TASK TO CARRY OUT: Ignoring the images, restate the records below word for word.

======== DATA SHOWN

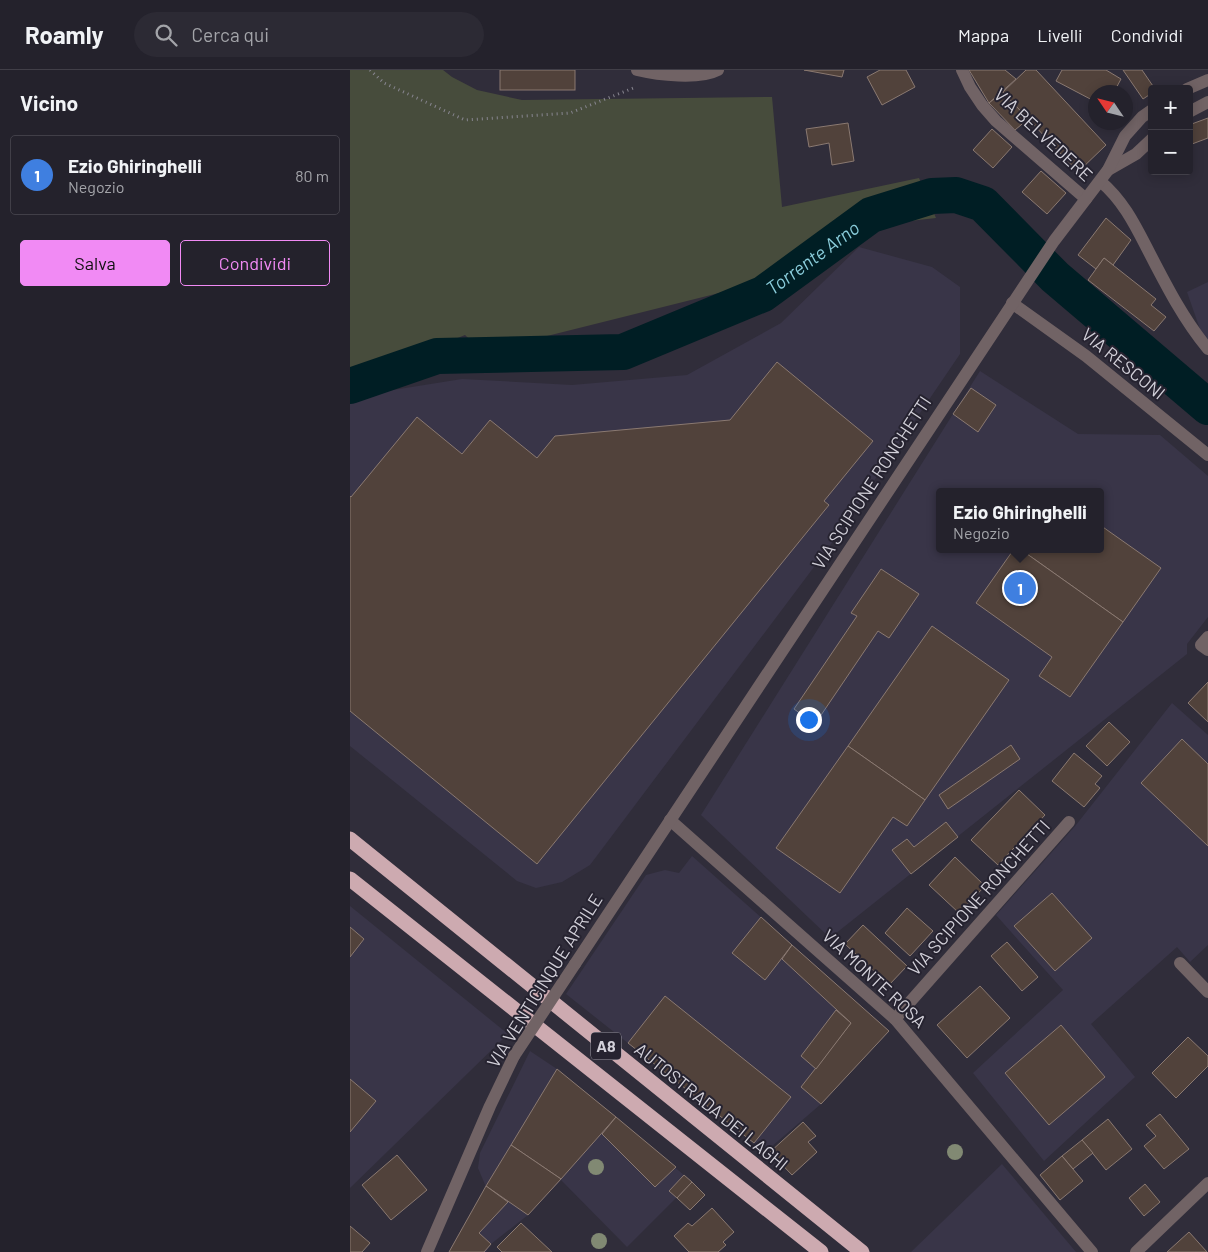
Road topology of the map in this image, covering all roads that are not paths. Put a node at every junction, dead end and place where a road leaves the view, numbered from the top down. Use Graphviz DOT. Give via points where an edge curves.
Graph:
graph roads {
  1 [pos="637,70"];
  2 [pos="718,70"];
  3 [pos="962,70"];
  4 [pos="1208,80"];
  5 [pos="1193,86"];
  6 [pos="1208,102"];
  7 [pos="1193,110"];
  8 [pos="1148,113"];
  9 [pos="1148,143"];
  10 [pos="1108,170"];
  11 [pos="1100,181"];
  12 [pos="1086,198"];
  13 [pos="1012,303"];
  14 [pos="1208,349"];
  15 [pos="1208,455"];
  16 [pos="670,820"];
  17 [pos="1069,822"];
  18 [pos="350,840"];
  19 [pos="350,878"];
  20 [pos="1180,963"];
  21 [pos="1208,992"];
  22 [pos="895,1019"];
  23 [pos="1208,1182"];
  24 [pos="442,1215"];
  25 [pos="418,1252"];
  26 [pos="426,1252"];
  27 [pos="821,1252"];
  28 [pos="862,1252"];
  29 [pos="1092,1252"];
  30 [pos="1136,1252"];
  1 -- 2 [label="street" via="668,74 709,74"];
  3 -- 12 [label="street, VIA BELVEDERE" via="978,99 996,121"];
  4 -- 5 [label="street"];
  6 -- 7 [label="street"];
  8 -- 10 [label="street, VIA SCIPIONE RONCHETTI" via="1125,136"];
  9 -- 10 [label="street, VIA SCIPIONE RONCHETTI" via="1136,154"];
  10 -- 11 [label="street, VIA SCIPIONE RONCHETTI"];
  11 -- 12 [label="street, VIA SCIPIONE RONCHETTI"];
  11 -- 14 [label="street" via="1112,190 1127,210 1178,308"];
  12 -- 13 [label="street, VIA SCIPIONE RONCHETTI"];
  13 -- 15 [label="street, VIA RESCONI" via="1086,356"];
  13 -- 16 [label="street, VIA SCIPIONE RONCHETTI"];
  16 -- 22 [label="street, VIA MONTE ROSA"];
  16 -- 24 [label="street, VIA VENTICINQUE APRILE, bridge" via="514,1056"];
  17 -- 22 [label="street, VIA SCIPIONE RONCHETTI"];
  18 -- 28 [label="highway, AUTOSTRADA DEI LAGHI / A8"];
  19 -- 27 [label="highway, A8"];
  20 -- 21 [label="street"];
  22 -- 29 [label="street, VIA MONTE ROSA"];
  23 -- 30 [label="street"];
  24 -- 25 [label="street"];
  24 -- 26 [label="street, VIA VENTICINQUE APRILE"];
}
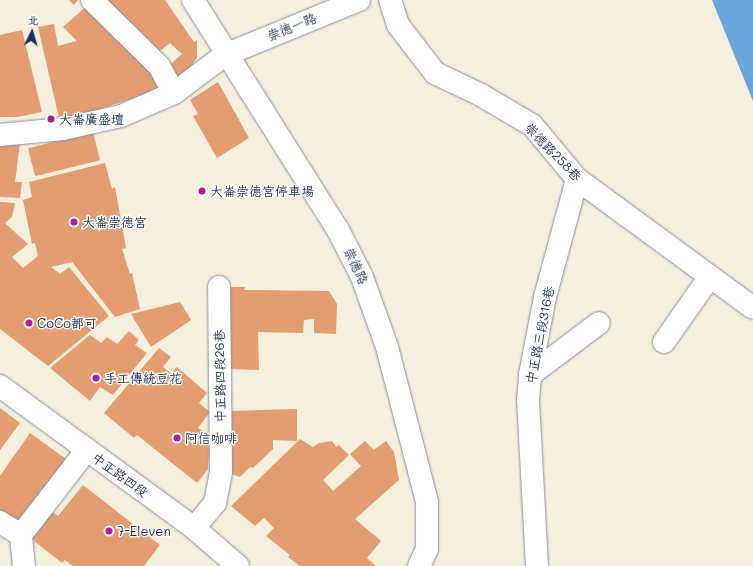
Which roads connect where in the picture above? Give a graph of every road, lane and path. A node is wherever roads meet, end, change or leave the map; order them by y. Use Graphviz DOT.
graph roads {
  1 [pos="92,0"];
  2 [pos="193,0"];
  3 [pos="359,0"];
  4 [pos="390,0"];
  5 [pos="225,55"];
  6 [pos="174,92"];
  7 [pos="0,135"];
  8 [pos="577,179"];
  9 [pos="709,278"];
  10 [pos="219,287"];
  11 [pos="753,308"];
  12 [pos="599,323"];
  13 [pos="664,342"];
  14 [pos="530,375"];
  15 [pos="0,386"];
  16 [pos="86,451"];
  17 [pos="0,522"];
  18 [pos="194,528"];
  19 [pos="21,535"];
  20 [pos="24,566"];
  21 [pos="238,566"];
  22 [pos="419,566"];
  23 [pos="537,566"];
  1 -- 6 [label="street"];
  2 -- 5 [label="street, 崇德路"];
  3 -- 5 [label="street, 崇德一路"];
  4 -- 8 [label="street, 崇德路258巷"];
  5 -- 6 [label="street, 崇德一路"];
  5 -- 22 [label="street, 崇德路"];
  6 -- 7 [label="street, 崇德一路"];
  8 -- 9 [label="street, 崇德路258巷"];
  8 -- 14 [label="street, 中正路三段316巷"];
  9 -- 11 [label="street, 崇德路258巷"];
  9 -- 13 [label="street"];
  10 -- 18 [label="street, 中正路四段26巷"];
  12 -- 14 [label="street"];
  14 -- 23 [label="street, 中正路三段316巷"];
  15 -- 16 [label="street, 中正路四段"];
  16 -- 18 [label="street, 中正路四段"];
  16 -- 19 [label="street"];
  17 -- 19 [label="street"];
  18 -- 21 [label="street, 中正路四段"];
  19 -- 20 [label="street"];
}
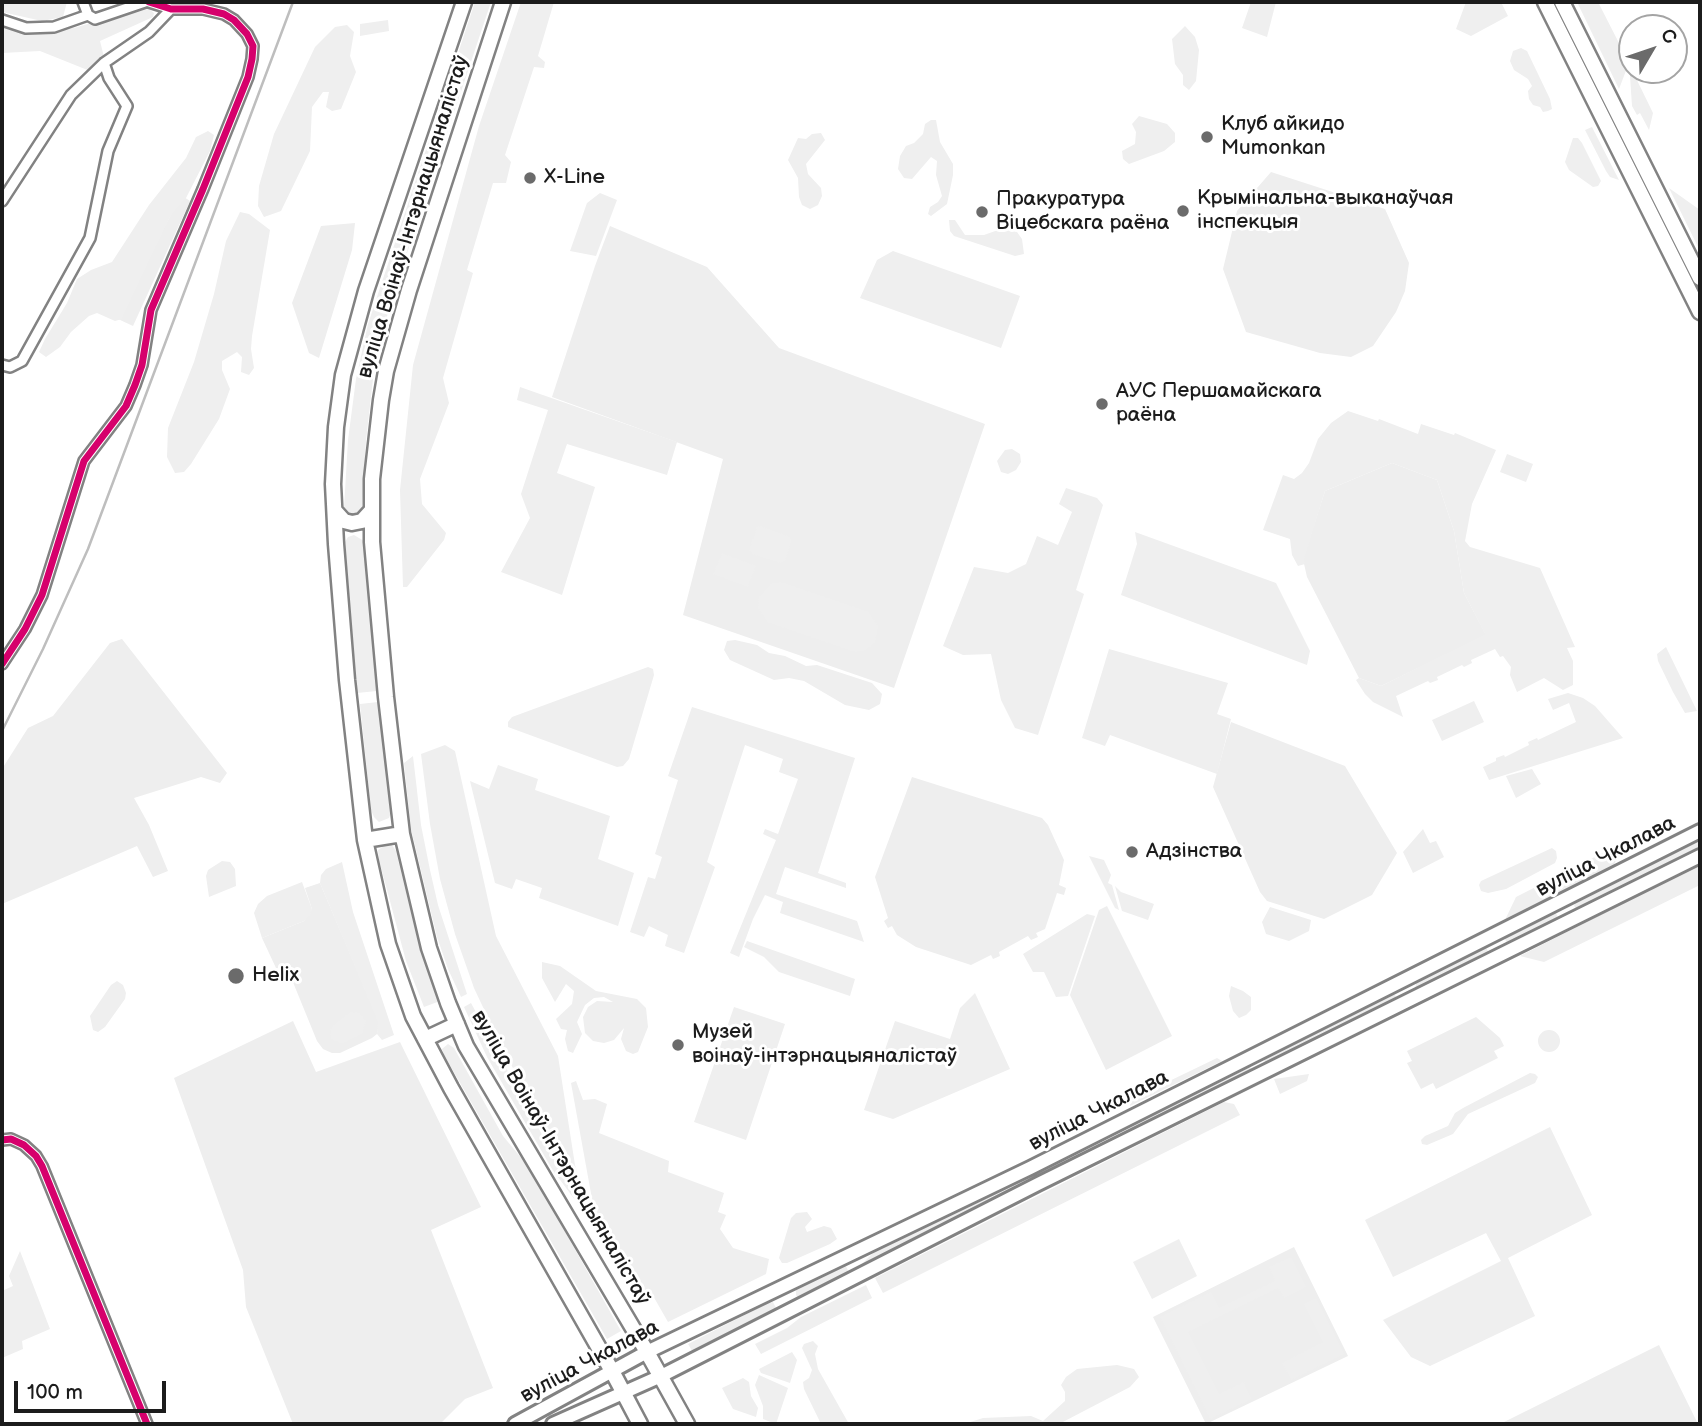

================

RESPONSE AREA:
Road topology of the map in this image, covering all roads that are not paths. Put a node at every junction, dead end and place where a road leaves the view, numbered from the top down. Use Graphviz DOT. Give via points where an edge curves.
Graph:
graph roads {
  1 [pos="637,70"];
  2 [pos="718,70"];
  3 [pos="962,70"];
  4 [pos="1208,80"];
  5 [pos="1193,86"];
  6 [pos="1208,102"];
  7 [pos="1193,110"];
  8 [pos="1148,113"];
  9 [pos="1148,143"];
  10 [pos="1108,170"];
  11 [pos="1100,181"];
  12 [pos="1086,198"];
  13 [pos="1012,303"];
  14 [pos="1208,349"];
  15 [pos="1208,455"];
  16 [pos="670,820"];
  17 [pos="1069,822"];
  18 [pos="350,840"];
  19 [pos="350,878"];
  20 [pos="1180,963"];
  21 [pos="1208,992"];
  22 [pos="895,1019"];
  23 [pos="1208,1182"];
  24 [pos="442,1215"];
  25 [pos="418,1252"];
  26 [pos="426,1252"];
  27 [pos="821,1252"];
  28 [pos="862,1252"];
  29 [pos="1092,1252"];
  30 [pos="1136,1252"];
  1 -- 2 [label="street" via="668,74 709,74"];
  3 -- 12 [label="street, VIA BELVEDERE" via="978,99 996,121"];
  4 -- 5 [label="street"];
  6 -- 7 [label="street"];
  8 -- 10 [label="street, VIA SCIPIONE RONCHETTI" via="1125,136"];
  9 -- 10 [label="street, VIA SCIPIONE RONCHETTI" via="1136,154"];
  10 -- 11 [label="street, VIA SCIPIONE RONCHETTI"];
  11 -- 12 [label="street, VIA SCIPIONE RONCHETTI"];
  11 -- 14 [label="street" via="1112,190 1127,210 1178,308"];
  12 -- 13 [label="street, VIA SCIPIONE RONCHETTI"];
  13 -- 15 [label="street, VIA RESCONI" via="1086,356"];
  13 -- 16 [label="street, VIA SCIPIONE RONCHETTI"];
  16 -- 22 [label="street, VIA MONTE ROSA"];
  16 -- 24 [label="street, VIA VENTICINQUE APRILE, bridge" via="514,1056"];
  17 -- 22 [label="street, VIA SCIPIONE RONCHETTI"];
  18 -- 28 [label="highway, AUTOSTRADA DEI LAGHI / A8"];
  19 -- 27 [label="highway, A8"];
  20 -- 21 [label="street"];
  22 -- 29 [label="street, VIA MONTE ROSA"];
  23 -- 30 [label="street"];
  24 -- 25 [label="street"];
  24 -- 26 [label="street, VIA VENTICINQUE APRILE"];
}
Which roads connect where in the picture above? Give a graph of every road, lane and path. A node is wherever roads meet, end, change or leave the map; order them by y. Use Graphviz DOT.
graph roads {
  1 [pos="92,0"];
  2 [pos="193,0"];
  3 [pos="359,0"];
  4 [pos="390,0"];
  5 [pos="225,55"];
  6 [pos="174,92"];
  7 [pos="0,135"];
  8 [pos="577,179"];
  9 [pos="709,278"];
  10 [pos="219,287"];
  11 [pos="753,308"];
  12 [pos="599,323"];
  13 [pos="664,342"];
  14 [pos="530,375"];
  15 [pos="0,386"];
  16 [pos="86,451"];
  17 [pos="0,522"];
  18 [pos="194,528"];
  19 [pos="21,535"];
  20 [pos="24,566"];
  21 [pos="238,566"];
  22 [pos="419,566"];
  23 [pos="537,566"];
  1 -- 6 [label="street"];
  2 -- 5 [label="street, 崇德路"];
  3 -- 5 [label="street, 崇德一路"];
  4 -- 8 [label="street, 崇德路258巷"];
  5 -- 6 [label="street, 崇德一路"];
  5 -- 22 [label="street, 崇德路"];
  6 -- 7 [label="street, 崇德一路"];
  8 -- 9 [label="street, 崇德路258巷"];
  8 -- 14 [label="street, 中正路三段316巷"];
  9 -- 11 [label="street, 崇德路258巷"];
  9 -- 13 [label="street"];
  10 -- 18 [label="street, 中正路四段26巷"];
  12 -- 14 [label="street"];
  14 -- 23 [label="street, 中正路三段316巷"];
  15 -- 16 [label="street, 中正路四段"];
  16 -- 18 [label="street, 中正路四段"];
  16 -- 19 [label="street"];
  17 -- 19 [label="street"];
  18 -- 21 [label="street, 中正路四段"];
  19 -- 20 [label="street"];
}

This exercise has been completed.